As the debate rages about the value and effectiveness of a “sugar tax’ in the context of the wider debate on public health I would argue that this is just another knee jerk reaction from a bureaucracy that is essentially out of touch with the vast majority of hard working citizens. More to the point it is ineffective in actually changing behaviors and improving the health of the nation and as such should be avoided at all costs.
As many have pointed out (including the editor of this publication) a sugar tax will simply ‘clobber’ the poor and in all probability not change behaviors unless the the tax becomes so prohibitive that we risk the development of a black market. A completely self defeating measure.
Those fans of the concept of the large and all powerful state seem to be wedded to the taking the easy option of using brute force on the populous as they clearly believe the state knows what is best, another manifestation of the belief that the tax payer is there to serve the state not vice versa.
I am also bemused why all the talk is of penalizing the tax paying citizens and not the manufacturer? If you are a ‘tax addict’ then surely this latter option makes more sense?
For me the more effective way to address the issue of excessive sugar in our food and drink would be to work with business primarily the food and drink manufacturers to reduce the overall sugar content of their products. You could actually use (heaven forbid) tax incentives to encourage them to do so!
This along with very clear labeling would give the consumer a proper informed choice and would and I venture result in the desired reduction in sugar consumption. The same principle can easily be applied to salt, saturated and trans fats etc all of which can be detrimental to overall health outcomes.
I think the time has come to stop treating the general population as simpletons when it comes to public health. Education, labelling and enlightened working with business must be the way forward in achieving real improvements in the health of our nation. It can not be acceptable to have a policy which effectively delivers a result where the more financially challenged you and your family are the harder we will hit you and continue to hit you until (it is hoped) you are totally subservient to the will of the state and its bureaucrats.
When has that ever been an effective tool of public policy? What such an approach will do for stress levels not to mention mental health of our financially challenged families does not bear thinking about and is another example of the poor planning that has gone into this.

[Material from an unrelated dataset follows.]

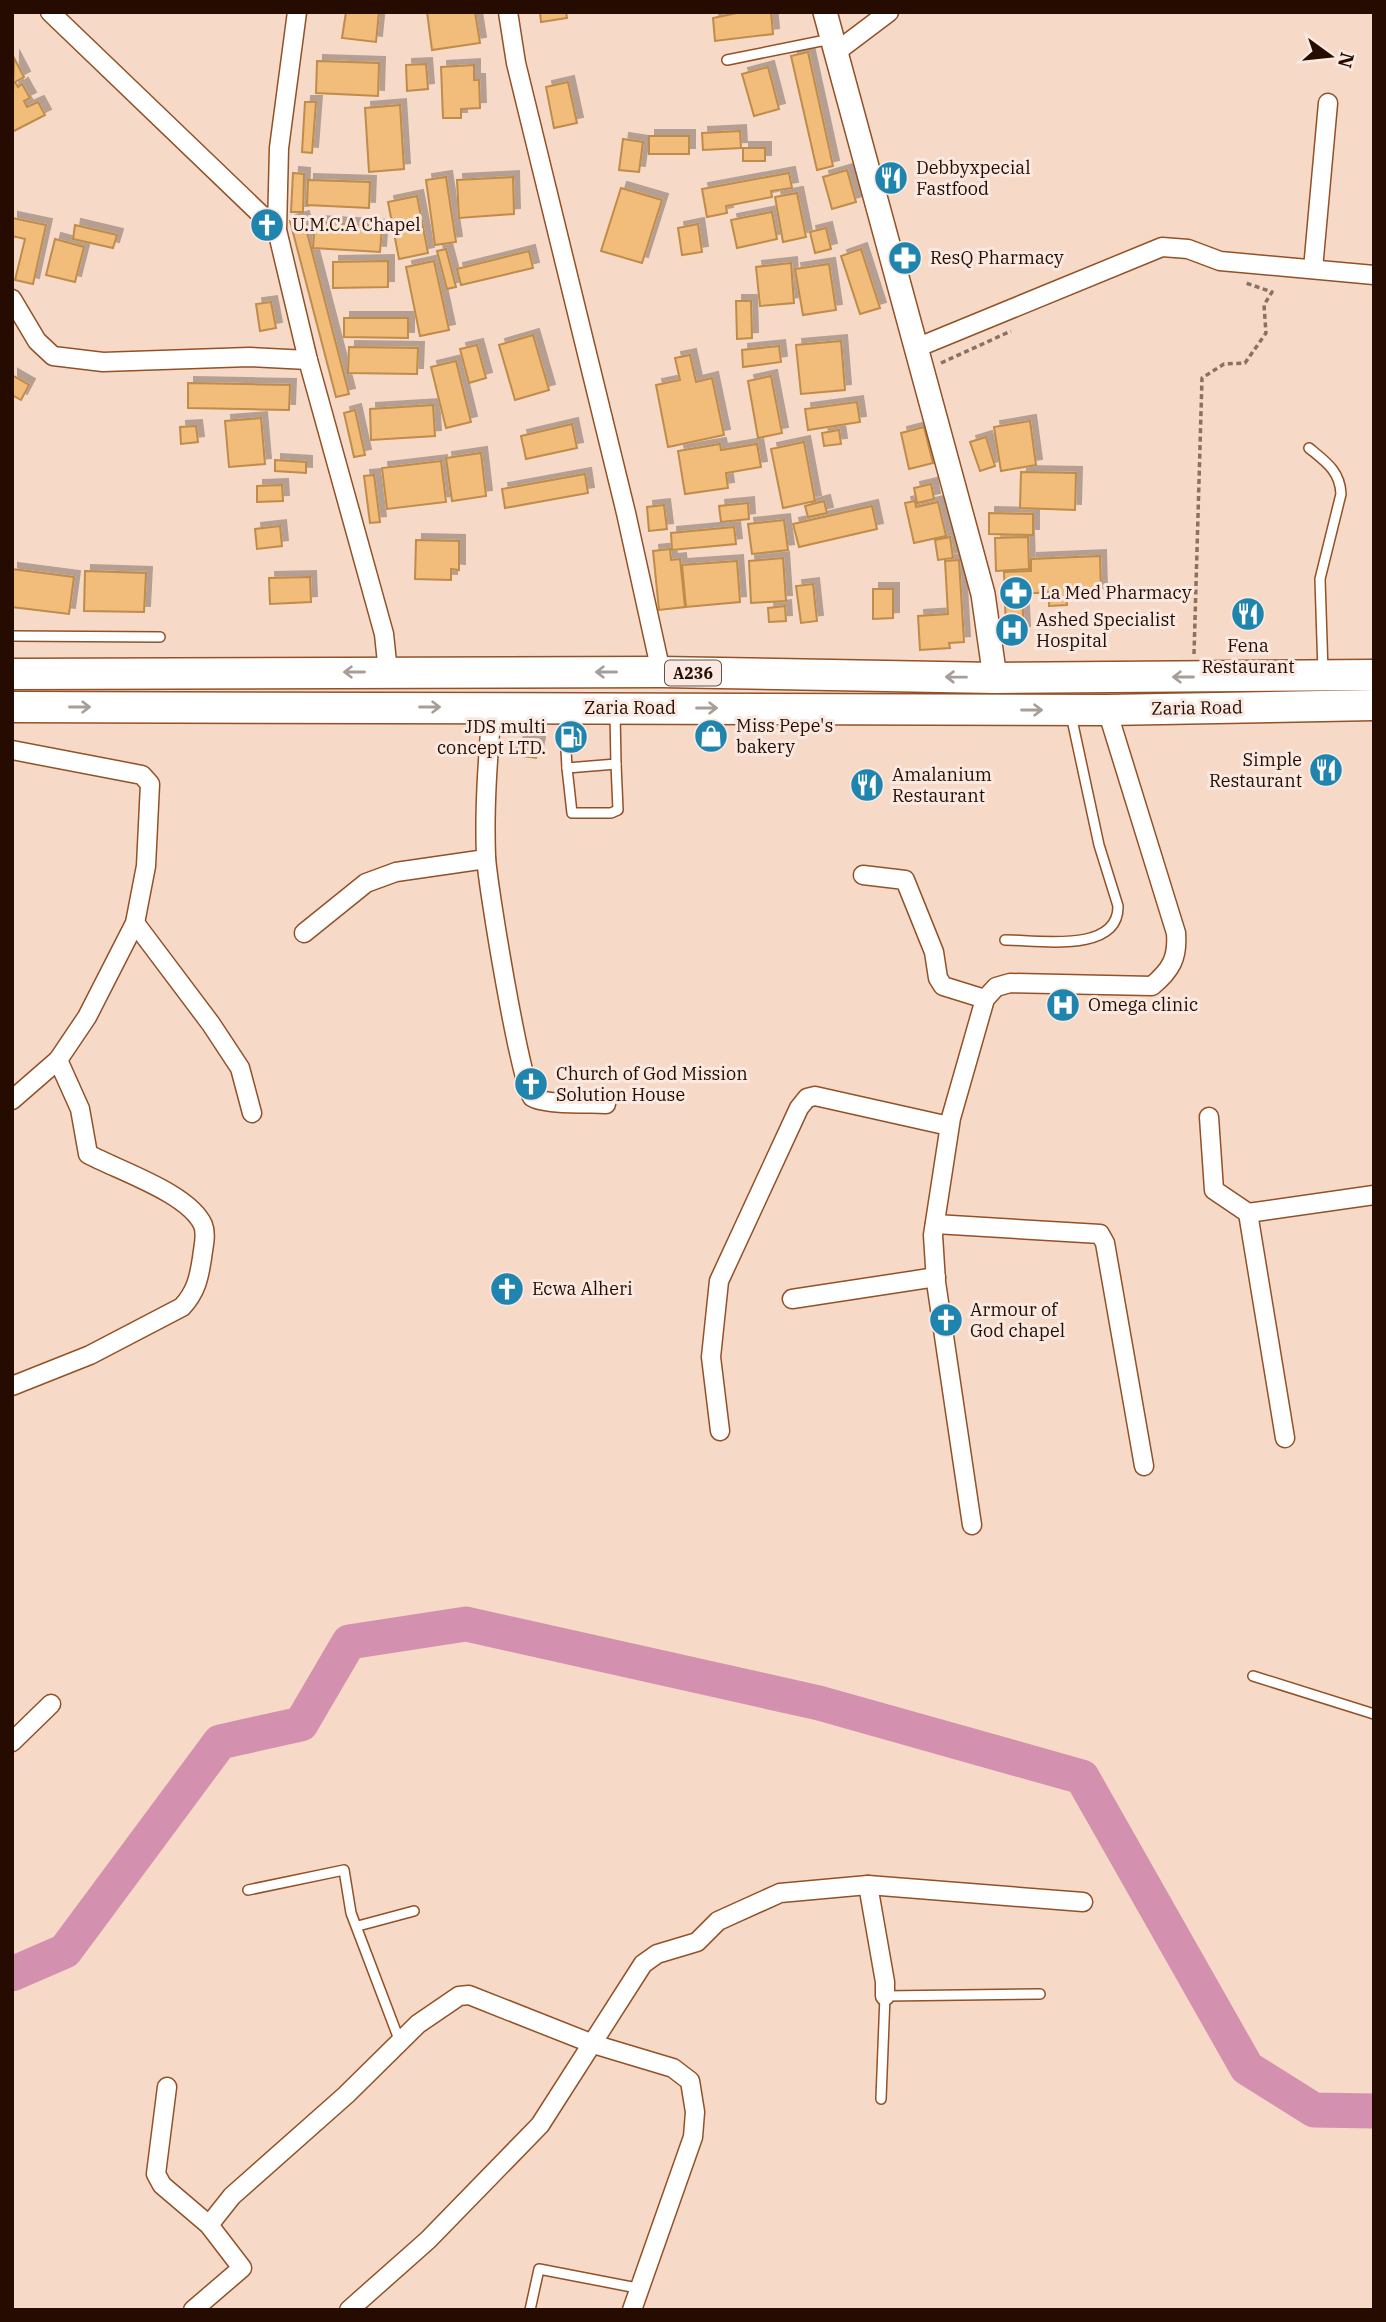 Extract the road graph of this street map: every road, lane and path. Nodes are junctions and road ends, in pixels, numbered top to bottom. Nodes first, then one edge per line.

We continue to have some of the worst inequalities in health in the civilized world despite the NHS and the really good work it does and has done for may decades. So for me it is clear we need to do things differently.
There is no question that we need to have a national debate about our nations health and the issues we face in trying to improve our health outcomes.
We have to make changes to the way we live our lives, what we eat and how much exercise we do. However I would argue (and I believe the evidence supports this) that real change will only take place if we persuade, educate and inform our citizens. Hitting people with a blunt instrument which is really what tax is, will doom us to failure. It will penalise those who can least afford it and reinforce bad and ineffective behaviors in our all too powerful bureaucratic class.